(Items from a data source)
+++

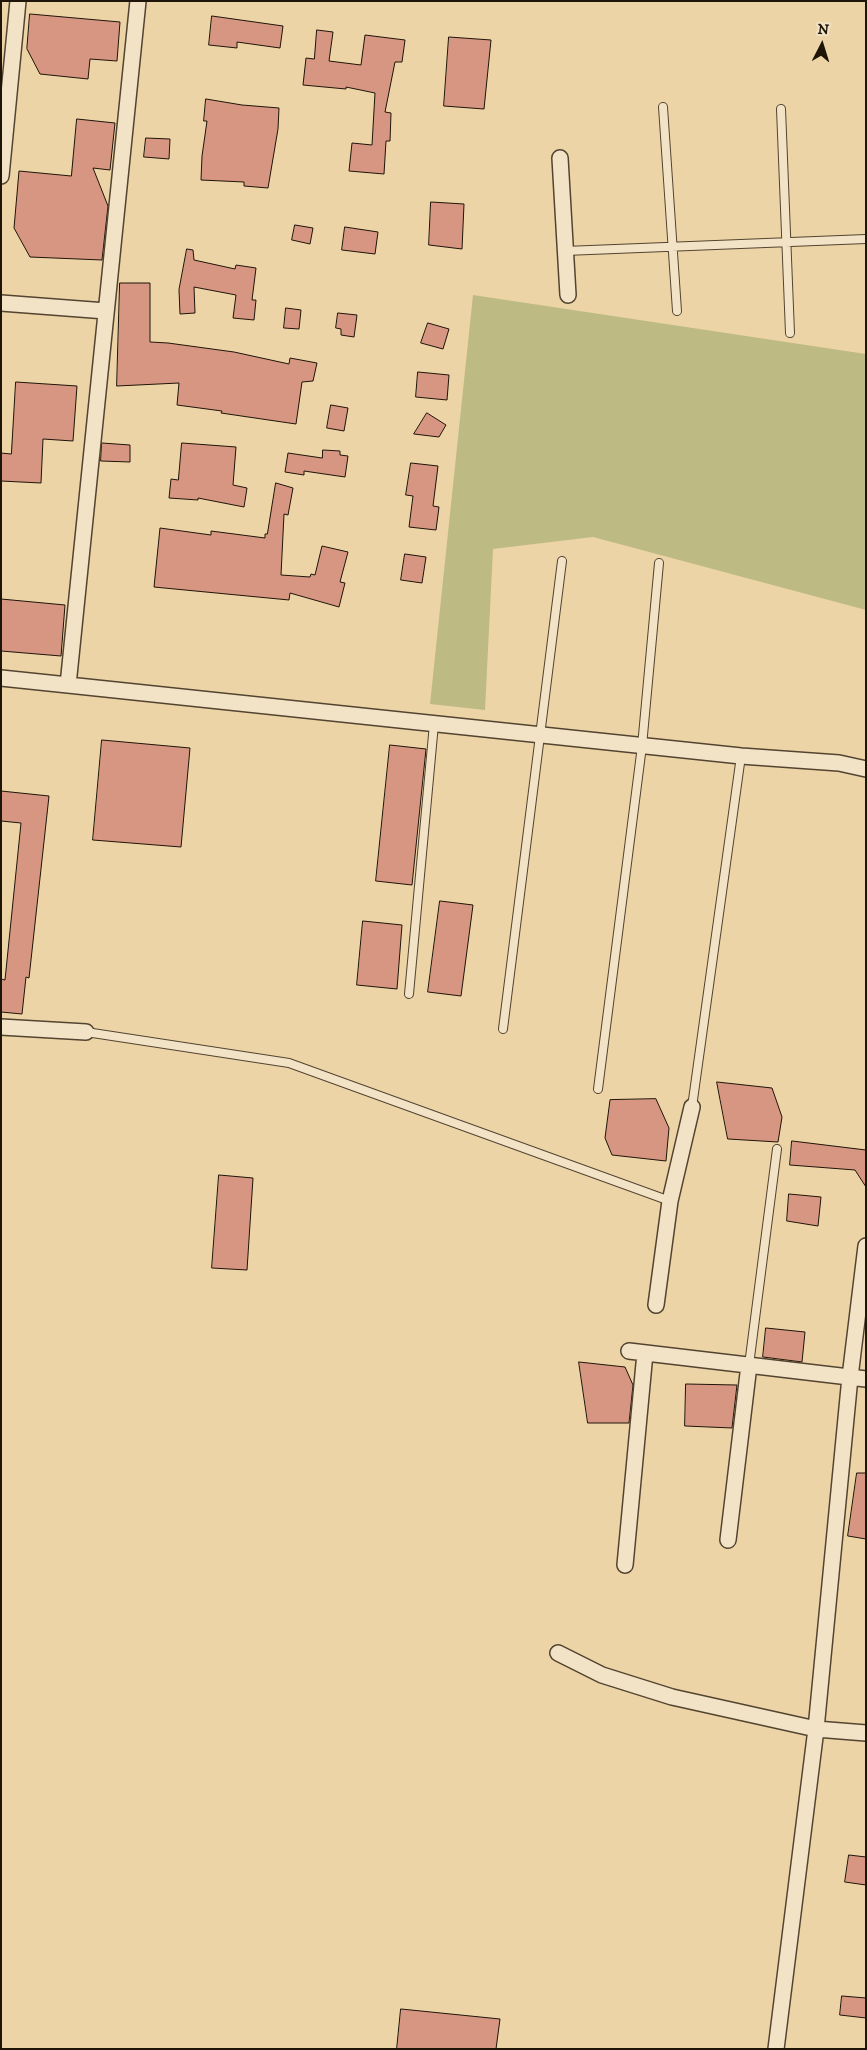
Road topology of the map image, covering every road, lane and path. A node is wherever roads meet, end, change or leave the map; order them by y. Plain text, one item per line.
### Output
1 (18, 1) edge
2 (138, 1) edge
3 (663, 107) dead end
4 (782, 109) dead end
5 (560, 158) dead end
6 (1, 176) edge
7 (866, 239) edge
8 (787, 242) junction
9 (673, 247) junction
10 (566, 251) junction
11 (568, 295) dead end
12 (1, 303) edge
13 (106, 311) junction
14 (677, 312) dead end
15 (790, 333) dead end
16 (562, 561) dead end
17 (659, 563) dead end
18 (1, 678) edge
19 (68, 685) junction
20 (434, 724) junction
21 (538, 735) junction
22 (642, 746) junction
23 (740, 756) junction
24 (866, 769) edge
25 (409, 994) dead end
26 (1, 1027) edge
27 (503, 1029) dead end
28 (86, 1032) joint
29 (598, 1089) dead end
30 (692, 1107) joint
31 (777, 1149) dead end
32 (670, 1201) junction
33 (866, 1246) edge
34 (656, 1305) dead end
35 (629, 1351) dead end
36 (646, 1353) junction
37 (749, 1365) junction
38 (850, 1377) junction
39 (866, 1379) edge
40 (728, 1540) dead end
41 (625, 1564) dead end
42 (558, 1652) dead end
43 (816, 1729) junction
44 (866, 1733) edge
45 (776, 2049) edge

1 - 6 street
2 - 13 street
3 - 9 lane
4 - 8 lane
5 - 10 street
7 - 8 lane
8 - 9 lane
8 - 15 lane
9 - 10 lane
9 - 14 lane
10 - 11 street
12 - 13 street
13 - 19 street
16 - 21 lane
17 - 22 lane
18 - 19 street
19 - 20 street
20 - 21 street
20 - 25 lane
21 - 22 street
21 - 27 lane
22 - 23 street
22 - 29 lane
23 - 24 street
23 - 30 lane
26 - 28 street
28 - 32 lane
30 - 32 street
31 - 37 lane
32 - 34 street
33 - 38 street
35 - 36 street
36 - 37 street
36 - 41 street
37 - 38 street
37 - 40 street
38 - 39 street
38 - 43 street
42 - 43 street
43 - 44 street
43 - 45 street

+++

**ACTIVITY**
The preceding entries are to be written out again exactly, with the pictures removed.

**TASK RESPONSE**
Road topology of the map image, covering every road, lane and path. A node is wherever roads meet, end, change or leave the map; order them by y. Plain text, one item per line.
### Output
1 (18, 1) edge
2 (138, 1) edge
3 (663, 107) dead end
4 (782, 109) dead end
5 (560, 158) dead end
6 (1, 176) edge
7 (866, 239) edge
8 (787, 242) junction
9 (673, 247) junction
10 (566, 251) junction
11 (568, 295) dead end
12 (1, 303) edge
13 (106, 311) junction
14 (677, 312) dead end
15 (790, 333) dead end
16 (562, 561) dead end
17 (659, 563) dead end
18 (1, 678) edge
19 (68, 685) junction
20 (434, 724) junction
21 (538, 735) junction
22 (642, 746) junction
23 (740, 756) junction
24 (866, 769) edge
25 (409, 994) dead end
26 (1, 1027) edge
27 (503, 1029) dead end
28 (86, 1032) joint
29 (598, 1089) dead end
30 (692, 1107) joint
31 (777, 1149) dead end
32 (670, 1201) junction
33 (866, 1246) edge
34 (656, 1305) dead end
35 (629, 1351) dead end
36 (646, 1353) junction
37 (749, 1365) junction
38 (850, 1377) junction
39 (866, 1379) edge
40 (728, 1540) dead end
41 (625, 1564) dead end
42 (558, 1652) dead end
43 (816, 1729) junction
44 (866, 1733) edge
45 (776, 2049) edge

1 - 6 street
2 - 13 street
3 - 9 lane
4 - 8 lane
5 - 10 street
7 - 8 lane
8 - 9 lane
8 - 15 lane
9 - 10 lane
9 - 14 lane
10 - 11 street
12 - 13 street
13 - 19 street
16 - 21 lane
17 - 22 lane
18 - 19 street
19 - 20 street
20 - 21 street
20 - 25 lane
21 - 22 street
21 - 27 lane
22 - 23 street
22 - 29 lane
23 - 24 street
23 - 30 lane
26 - 28 street
28 - 32 lane
30 - 32 street
31 - 37 lane
32 - 34 street
33 - 38 street
35 - 36 street
36 - 37 street
36 - 41 street
37 - 38 street
37 - 40 street
38 - 39 street
38 - 43 street
42 - 43 street
43 - 44 street
43 - 45 street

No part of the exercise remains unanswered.